[TASK TO CARRY OUT] What you return must be the full data, repeated verbatim, with no pictures in it.

(Stored items from a collection)
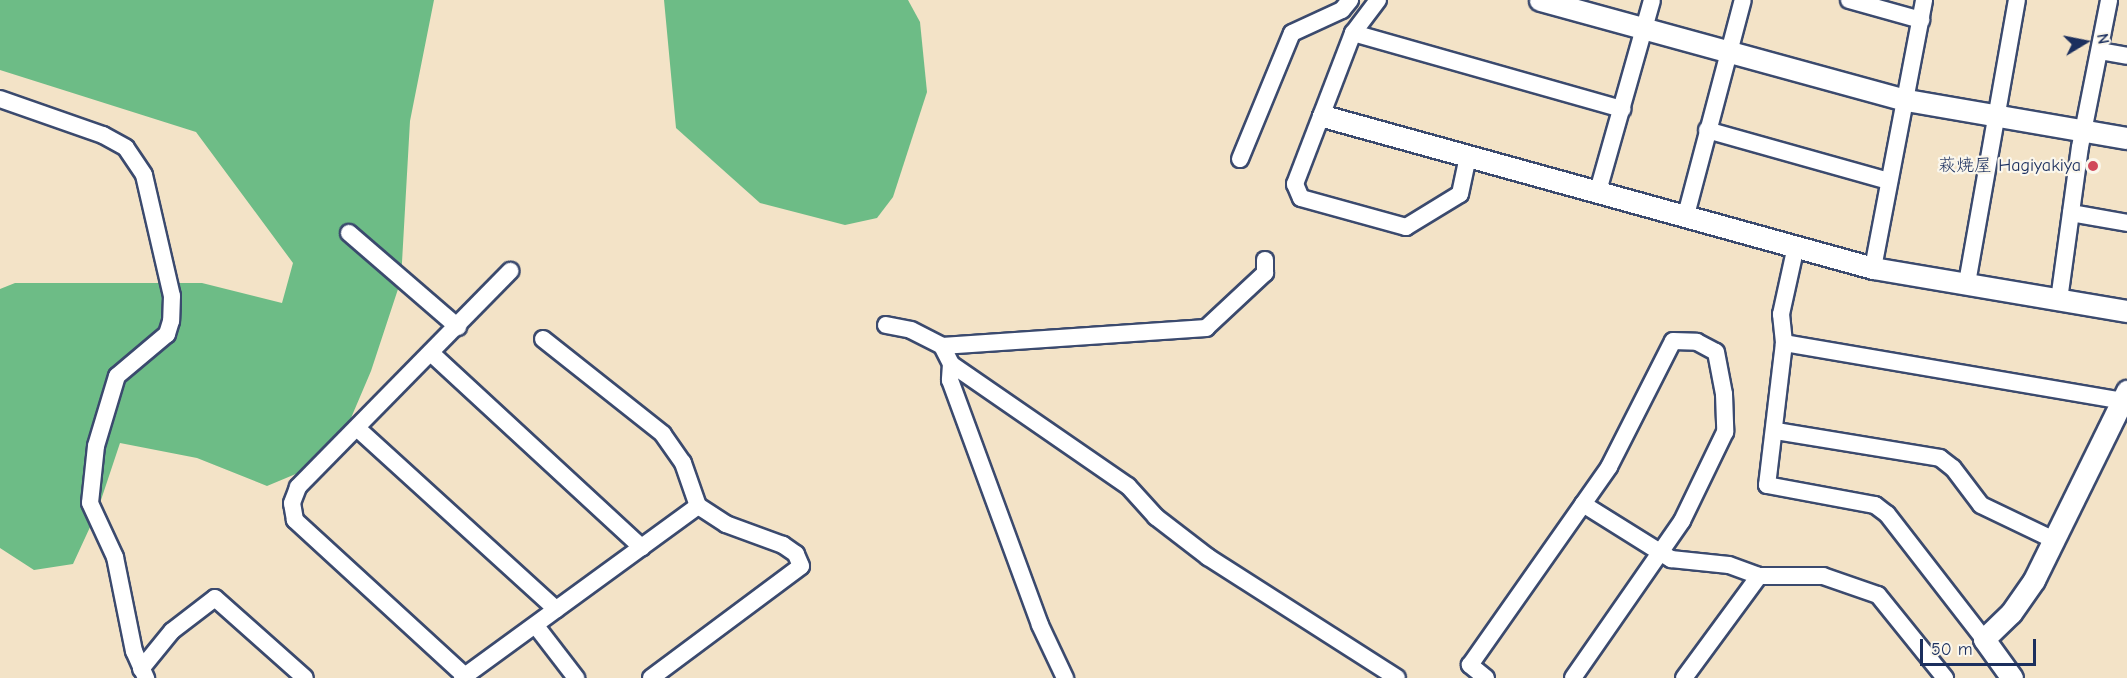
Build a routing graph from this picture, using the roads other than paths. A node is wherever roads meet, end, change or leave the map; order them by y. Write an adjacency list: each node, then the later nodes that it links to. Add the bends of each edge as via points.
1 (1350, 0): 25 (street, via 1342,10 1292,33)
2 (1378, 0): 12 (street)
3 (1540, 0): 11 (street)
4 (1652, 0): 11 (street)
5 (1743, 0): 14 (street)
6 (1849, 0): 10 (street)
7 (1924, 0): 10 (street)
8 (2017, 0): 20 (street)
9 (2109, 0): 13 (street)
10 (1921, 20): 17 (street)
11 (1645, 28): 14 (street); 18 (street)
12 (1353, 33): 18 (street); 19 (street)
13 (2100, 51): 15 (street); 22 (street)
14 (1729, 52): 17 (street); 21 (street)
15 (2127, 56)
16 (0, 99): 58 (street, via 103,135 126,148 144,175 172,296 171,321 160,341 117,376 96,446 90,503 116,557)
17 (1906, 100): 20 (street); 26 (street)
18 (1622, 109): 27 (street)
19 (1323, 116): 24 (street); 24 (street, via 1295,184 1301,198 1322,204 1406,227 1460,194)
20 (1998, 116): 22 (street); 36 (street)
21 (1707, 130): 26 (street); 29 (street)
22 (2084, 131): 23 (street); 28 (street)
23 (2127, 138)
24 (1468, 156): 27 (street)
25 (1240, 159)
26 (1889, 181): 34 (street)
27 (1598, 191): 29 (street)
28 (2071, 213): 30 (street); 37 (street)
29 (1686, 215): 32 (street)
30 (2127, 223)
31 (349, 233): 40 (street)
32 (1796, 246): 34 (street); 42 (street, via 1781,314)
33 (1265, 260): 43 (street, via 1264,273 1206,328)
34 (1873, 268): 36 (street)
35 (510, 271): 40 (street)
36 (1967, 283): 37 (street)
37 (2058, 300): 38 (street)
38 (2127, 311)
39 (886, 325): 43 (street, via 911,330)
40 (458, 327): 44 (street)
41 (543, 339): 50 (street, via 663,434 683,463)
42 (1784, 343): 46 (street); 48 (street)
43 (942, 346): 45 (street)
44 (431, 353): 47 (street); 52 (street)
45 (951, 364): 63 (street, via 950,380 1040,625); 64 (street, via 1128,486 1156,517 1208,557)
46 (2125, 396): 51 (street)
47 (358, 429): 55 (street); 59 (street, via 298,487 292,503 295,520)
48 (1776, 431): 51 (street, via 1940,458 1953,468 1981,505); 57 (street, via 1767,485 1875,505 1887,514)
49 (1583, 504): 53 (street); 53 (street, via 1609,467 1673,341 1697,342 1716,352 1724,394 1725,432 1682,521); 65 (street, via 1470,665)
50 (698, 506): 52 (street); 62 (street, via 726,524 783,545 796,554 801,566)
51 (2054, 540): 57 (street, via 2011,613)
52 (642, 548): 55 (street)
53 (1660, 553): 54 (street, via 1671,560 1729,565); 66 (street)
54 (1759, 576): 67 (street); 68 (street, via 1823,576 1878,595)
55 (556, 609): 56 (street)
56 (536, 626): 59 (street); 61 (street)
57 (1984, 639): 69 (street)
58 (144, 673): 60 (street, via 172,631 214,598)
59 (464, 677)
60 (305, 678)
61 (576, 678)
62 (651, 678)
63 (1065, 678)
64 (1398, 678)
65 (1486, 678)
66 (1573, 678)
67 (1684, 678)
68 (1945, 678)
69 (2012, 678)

[OUTPUT FOR THIS EXERCISE]
Build a routing graph from this picture, using the roads other than paths. A node is wherever roads meet, end, change or leave the map; order them by y. Write an adjacency list: each node, then the later nodes that it links to. Add the bends of each edge as via points.
1 (1350, 0): 25 (street, via 1342,10 1292,33)
2 (1378, 0): 12 (street)
3 (1540, 0): 11 (street)
4 (1652, 0): 11 (street)
5 (1743, 0): 14 (street)
6 (1849, 0): 10 (street)
7 (1924, 0): 10 (street)
8 (2017, 0): 20 (street)
9 (2109, 0): 13 (street)
10 (1921, 20): 17 (street)
11 (1645, 28): 14 (street); 18 (street)
12 (1353, 33): 18 (street); 19 (street)
13 (2100, 51): 15 (street); 22 (street)
14 (1729, 52): 17 (street); 21 (street)
15 (2127, 56)
16 (0, 99): 58 (street, via 103,135 126,148 144,175 172,296 171,321 160,341 117,376 96,446 90,503 116,557)
17 (1906, 100): 20 (street); 26 (street)
18 (1622, 109): 27 (street)
19 (1323, 116): 24 (street); 24 (street, via 1295,184 1301,198 1322,204 1406,227 1460,194)
20 (1998, 116): 22 (street); 36 (street)
21 (1707, 130): 26 (street); 29 (street)
22 (2084, 131): 23 (street); 28 (street)
23 (2127, 138)
24 (1468, 156): 27 (street)
25 (1240, 159)
26 (1889, 181): 34 (street)
27 (1598, 191): 29 (street)
28 (2071, 213): 30 (street); 37 (street)
29 (1686, 215): 32 (street)
30 (2127, 223)
31 (349, 233): 40 (street)
32 (1796, 246): 34 (street); 42 (street, via 1781,314)
33 (1265, 260): 43 (street, via 1264,273 1206,328)
34 (1873, 268): 36 (street)
35 (510, 271): 40 (street)
36 (1967, 283): 37 (street)
37 (2058, 300): 38 (street)
38 (2127, 311)
39 (886, 325): 43 (street, via 911,330)
40 (458, 327): 44 (street)
41 (543, 339): 50 (street, via 663,434 683,463)
42 (1784, 343): 46 (street); 48 (street)
43 (942, 346): 45 (street)
44 (431, 353): 47 (street); 52 (street)
45 (951, 364): 63 (street, via 950,380 1040,625); 64 (street, via 1128,486 1156,517 1208,557)
46 (2125, 396): 51 (street)
47 (358, 429): 55 (street); 59 (street, via 298,487 292,503 295,520)
48 (1776, 431): 51 (street, via 1940,458 1953,468 1981,505); 57 (street, via 1767,485 1875,505 1887,514)
49 (1583, 504): 53 (street); 53 (street, via 1609,467 1673,341 1697,342 1716,352 1724,394 1725,432 1682,521); 65 (street, via 1470,665)
50 (698, 506): 52 (street); 62 (street, via 726,524 783,545 796,554 801,566)
51 (2054, 540): 57 (street, via 2011,613)
52 (642, 548): 55 (street)
53 (1660, 553): 54 (street, via 1671,560 1729,565); 66 (street)
54 (1759, 576): 67 (street); 68 (street, via 1823,576 1878,595)
55 (556, 609): 56 (street)
56 (536, 626): 59 (street); 61 (street)
57 (1984, 639): 69 (street)
58 (144, 673): 60 (street, via 172,631 214,598)
59 (464, 677)
60 (305, 678)
61 (576, 678)
62 (651, 678)
63 (1065, 678)
64 (1398, 678)
65 (1486, 678)
66 (1573, 678)
67 (1684, 678)
68 (1945, 678)
69 (2012, 678)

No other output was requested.